8 de marzo

En opinión de Aura Hernández

8 de marzo

“Ni guerra que nos destruya ni paz que nos oprima”

 

Grito global

 

La violencia hacia las mujeres, tiene en nuestro país una raigambre cultural de larga data. En México el atropello a los derechos de las mujeres, a las que hace poco más de 60 años no se consideraba ciudadanas, era, y es desafortunadamente una violencia normalizada. Por ello, visibilizar las violencias hacia las mujeres en la actualidad es fundamental en el reconocimiento de estos derechos históricamente conculcados.

Pero de igual manera, es importante conocer de dónde viene nuestra tradición machista, qué ha pasado con los derechos de las mujeres en los periodos de grandes cambios en nuestro país. Porqué la cultura machista pervivió pese a los enorme transformaciones institucionales que experimentó el país por ejemplo en el Siglo XX, y no ha sido sino hasta la gran revolución de las tecnologías de la información, que la transformación de la cultura machista que nos aqueja, ha empezado a ceder. Tal vez la respuesta esté en la historia de nuestra cultura.

Expertas estudiosas de la historia del género como Ana Lidia García Peña, Eva Rocha y Julia Tuñon han señalado varios fenómenos sociológicos a los largo de nuestra historia que bien podrían explicar una parte de la persistencia de la cultura machista en nuestra sociedad.

Estudios realizados sostienen que nuestro país arribó al siglo XX con un déficit de población masculina. Hacia el año 1900 por cada 100 mujeres había 90 hombres en edad casadera, y de estas, casi el 60 por ciento eran mujeres solteras y en edad productiva. Lo que generó,a su vez, una alta incidencia de lo que en esa época denominaban “matrimonios ilegítimos” y una “subcultura del adulterio

 

tolerado”, en el que muchas mujeres aceptaron esta condición para asegurar su futuro económico.

A finales del siglo XIX y principios del XX, la experiencia de desorden social producto de la guerra (la de Reforma y la Revolución) hizo posible la aparición de toda una cultura de las relaciones amorosas, en la que el rapto de mujeres se convirtió en una constante, y que no eran otra cosa que crímenes de guerra que posteriormente fueron edulcorados en las memorias que algunos protagonistas.

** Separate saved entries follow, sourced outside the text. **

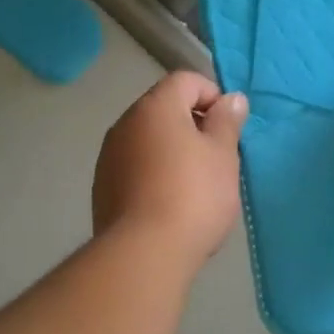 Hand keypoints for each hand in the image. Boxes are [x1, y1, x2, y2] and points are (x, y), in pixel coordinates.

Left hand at [93, 71, 248, 266]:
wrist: (143, 253)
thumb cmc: (193, 196)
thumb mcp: (222, 155)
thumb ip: (227, 122)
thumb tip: (232, 99)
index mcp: (155, 107)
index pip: (185, 80)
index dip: (212, 95)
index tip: (228, 127)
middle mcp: (125, 123)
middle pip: (164, 109)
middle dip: (192, 125)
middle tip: (216, 158)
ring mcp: (108, 156)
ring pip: (147, 139)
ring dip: (171, 150)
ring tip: (194, 185)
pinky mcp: (102, 187)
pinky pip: (134, 166)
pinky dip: (153, 173)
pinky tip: (169, 204) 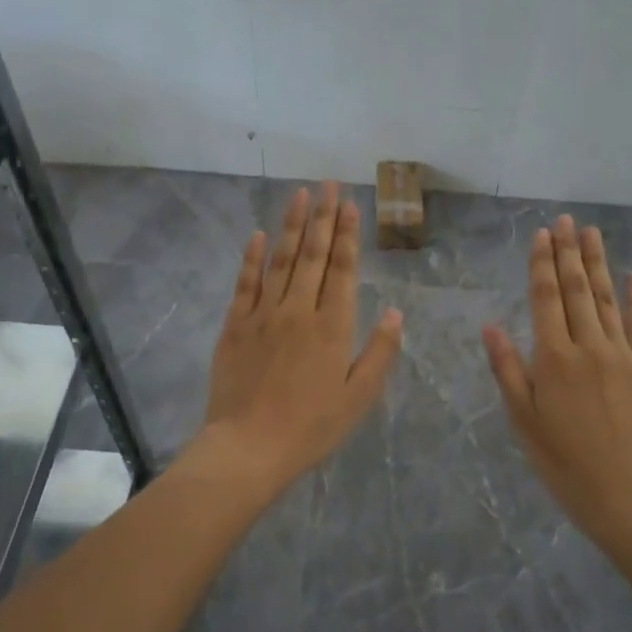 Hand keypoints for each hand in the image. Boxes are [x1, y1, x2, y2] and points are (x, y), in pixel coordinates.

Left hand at [198, 181, 403, 497]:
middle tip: (327, 184)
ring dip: (290, 225)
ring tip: (299, 195)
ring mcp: (263, 315)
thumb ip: (379, 352)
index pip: (343, 269)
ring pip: (279, 260)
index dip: (347, 235)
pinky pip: (245, 283)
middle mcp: (299, 310)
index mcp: (332, 327)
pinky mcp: (235, 326)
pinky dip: (252, 258)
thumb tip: (397, 313)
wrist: (249, 447)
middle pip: (312, 255)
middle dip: (322, 217)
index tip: (349, 204)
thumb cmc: (311, 427)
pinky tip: (258, 235)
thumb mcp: (358, 397)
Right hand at [483, 216, 631, 535]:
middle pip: (577, 290)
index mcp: (554, 359)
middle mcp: (589, 347)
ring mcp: (623, 356)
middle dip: (569, 252)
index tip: (541, 235)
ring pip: (607, 299)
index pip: (546, 299)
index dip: (542, 265)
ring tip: (592, 233)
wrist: (626, 494)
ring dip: (598, 264)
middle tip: (565, 220)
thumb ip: (507, 370)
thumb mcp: (523, 420)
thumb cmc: (563, 461)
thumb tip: (490, 326) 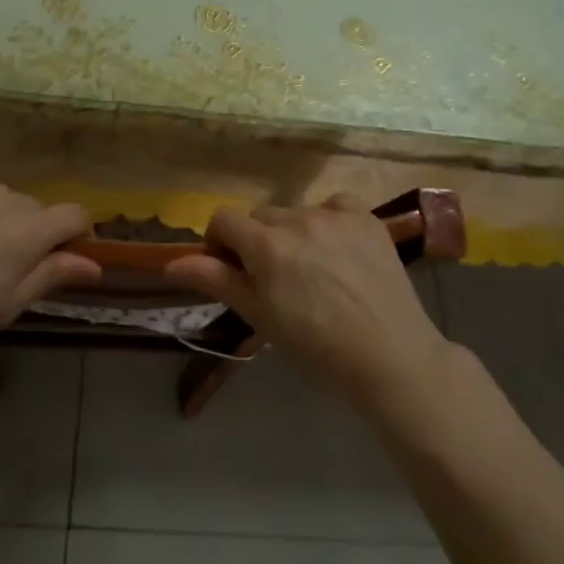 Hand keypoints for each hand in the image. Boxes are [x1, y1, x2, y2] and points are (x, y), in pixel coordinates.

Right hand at [164, 194, 450, 407]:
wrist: (391, 358)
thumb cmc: (317, 348)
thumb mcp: (260, 317)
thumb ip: (216, 281)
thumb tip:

Lamberto Popoca y Antonio D. Melgarejo, dos cronistas morelenses del periodo, para nada imparciales, dieron cuenta en sus relatos de la forma en que durante la fase armada del conflicto las mujeres eran usadas como arma y botín de guerra, y poco después, cuando la revolución devino en bandidismo gracias a la romantización de sus crónicas el rapto de mujeres se transformó en un fenómeno de “seducción”.

En los relatos de ex revolucionarios, abundan las alusiones a la importancia que para las bandas armadas, tenían las relaciones amorosas: “una mujer infiel” fue la causante del exterminio de los Plateados; por “el adulterio de una ingrata” hombres de bien se iban al monte con los bandidos. El honor burlado en una mujer (familiar) se limpiaba sólo con la muerte.

Los relatos también apuntan de qué manera, en el porfiriato los Jefes Políticos y funcionarios menores, escudados en el poder realizaron un sinnúmero de atrocidades de índole sexual en contra de los habitantes de los pueblos y utilizaban la consignación obligatoria al servicio de las armas para ejercer venganzas personales, o bien para satisfacer “sus apetitos de machos”. La violencia sexual usada como forma de opresión y como arma de guerra, una guerra de hombres.

En la honra mancillada de las madres, las esposas o las hijas subyacía la ofensa al padre, al esposo o al hermano como dueños de las vidas de esas mujeres, pero

 

también mostraba la importancia que en moral social prevaleciente tenía la noción de castidad de la mujer.

La persistencia de la violencia sexual como fenómeno sociológico fue una constante en el periodo, tanto que en el Congreso Constituyente de 1917 el tema se discutió acaloradamente. Frente a una facción que proponía incluir entre los delitos sancionados con la pena de muerte a la violación, pues consideraba este problema se estaba convirtiendo en una “verdadera epidemia”; había otra, la mayoritaria, que admitía que la violencia sexual de los mexicanos hacia las mujeres era un asunto derivado de su temperamento y que por tanto era un exceso la pretensión de llevar al patíbulo a los violadores.

Los diputados que se opusieron a esta propuesta esgrimieron entre sus argumentos que en México, “en nuestras costumbres arraigadas todos nuestros jóvenes, casi en su totalidad, tienen su iniciación pasional por medio de comercios violentos con las criadas y las cocineras”.